O grupo José de Mello Saúde justifica a decisão com a "posição agora assumida pelo Ministério da Saúde de que os custos associados" ao tratamento desta doença infecciosa "não são da responsabilidade" do Serviço Nacional de Saúde.

Contudo, a CUF "mantém a sua disponibilidade" para tratar as pessoas infetadas pelo SARS-CoV-2, "nomeadamente com a disponibilização de um total de 48 camas" nos hospitais CUF Infante Santo, em Lisboa, e CUF Porto.

A ministra da Saúde, Marta Temido, afirmou, no sábado, que o Estado só vai assegurar os custos de tratamento dos doentes infetados com o novo coronavírus nos hospitais privados nos casos encaminhados pelo SNS.

"Sempre dissemos que a porta de entrada é desejavelmente o Serviço Nacional de Saúde e, portanto, não faria sentido que utilizássemos agora um entendimento distinto daquele que sempre temos utilizado", disse Marta Temido, durante a conferência de imprensa de atualização da evolução da pandemia.
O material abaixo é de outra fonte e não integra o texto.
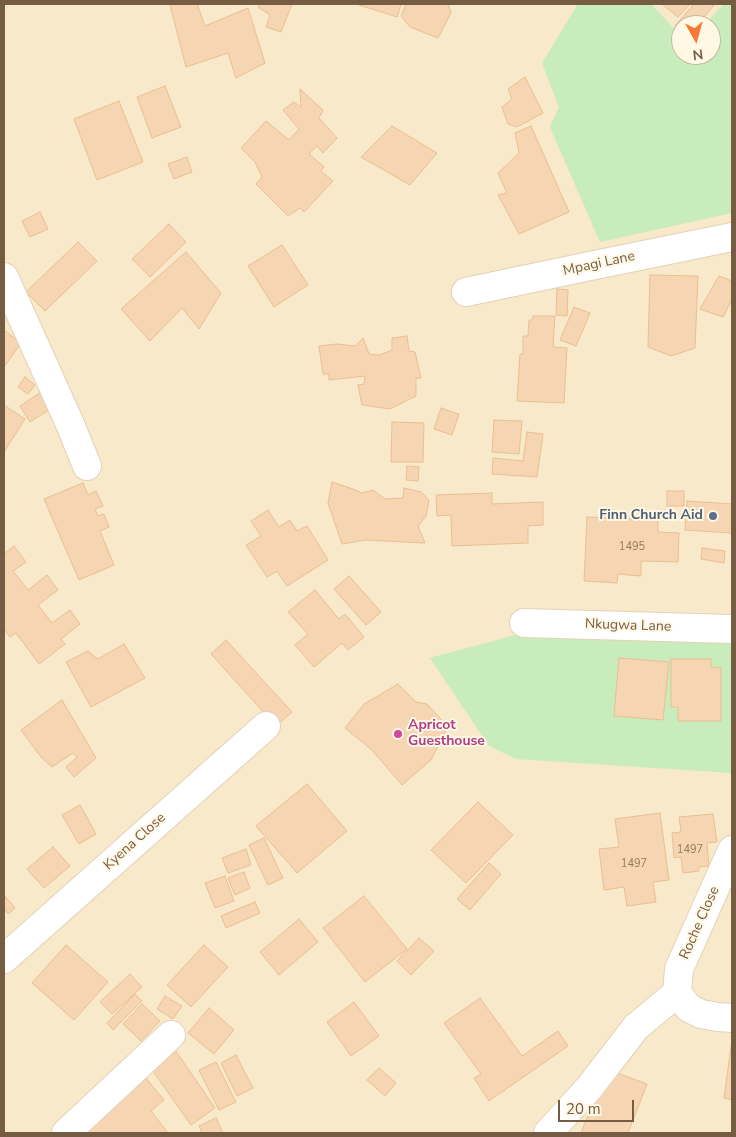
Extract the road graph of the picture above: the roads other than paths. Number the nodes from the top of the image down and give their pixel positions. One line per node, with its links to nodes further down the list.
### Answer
1 (732, 237): 3 (street, Mpagi Lane)
2 (4, 277): 4 (street)
3 (466, 292)
4 (87, 466)
5 (524, 623): 6 (street, Nkugwa Lane)
6 (732, 629)
7 (266, 726): 9 (street, Kyena Close)
8 (732, 850): 10 (street, Roche Close)
9 (4, 959)
10 (678, 981): 11 (street); 14 (street)
11 (732, 1018)
12 (171, 1035): 13 (street)
13 (66, 1133)
14 (548, 1133)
Numa reportagem da SIC transmitida na sexta-feira à noite, a administradora de outro grupo privado - os Lusíadas - afirmou que o hospital vai cobrar ao Estado o custo de internamento, testes e exames de todos os utentes que sejam diagnosticados com covid-19, mesmo que não sejam encaminhados pelo SNS.

Questionada sobre as declarações do hospital privado, a ministra explicou que as cláusulas contratuais, homologadas esta semana, dos acordos de adesão com os setores privados e social preveem que as entidades que operam nestes setores possam integrar a resposta à pandemia, desde que essa necessidade seja confirmada pelas entidades hospitalares e pelas administrações regionais de saúde.

Isto significa que os custos associados ao diagnóstico e tratamento dos doentes são assegurados pelo Estado sempre que as pessoas forem encaminhadas pelo SNS, mas não se procurarem por iniciativa própria os privados.

O comunicado divulgado hoje internamente dá conta de que o "custo a incorrer pelos clientes será o mesmo que foi estabelecido pelo SNS no protocolo proposto aos hospitais do setor privado e social para doentes transferidos" do Serviço Nacional de Saúde.

Em relação às pessoas que já foram tratadas nas unidades da CUF ou que ainda estão em tratamento, a nota assegura que "estes doentes não serão de forma alguma prejudicados ou impactados em qualquer custo".

O comunicado explicita ainda que, até hoje, a CUF já testou 2.481 pessoas, das quais 283 testaram positivo à presença do SARS-CoV-2. Destes, 64 foram tratados nas unidades deste grupo e 219 foram acompanhados em casa.

O novo coronavírus, responsável pela pandemia da covid-19, já provocou mais de 117 mil mortos e infetou quase 1,9 milhões de pessoas em 193 países e territórios.

Dos casos de infeção, cerca de 400 mil são considerados curados.

Depois de surgir na China, em dezembro, o surto espalhou-se por todo o mundo, o que levou a Organização Mundial da Saúde a declarar uma situação de pandemia

Em Portugal, segundo o balanço feito hoje pela Direção-Geral da Saúde, registam-se 535 mortos e 16.934 casos de infeção confirmados.

Dos infetados, 1.187 estão internados, 188 dos quais em unidades de cuidados intensivos, e há 277 doentes que já recuperaram.

Portugal, onde os primeiros casos confirmados foram registados no dia 02 de março, encontra-se em estado de emergência desde 19 de março e até ao final do dia 17 de abril.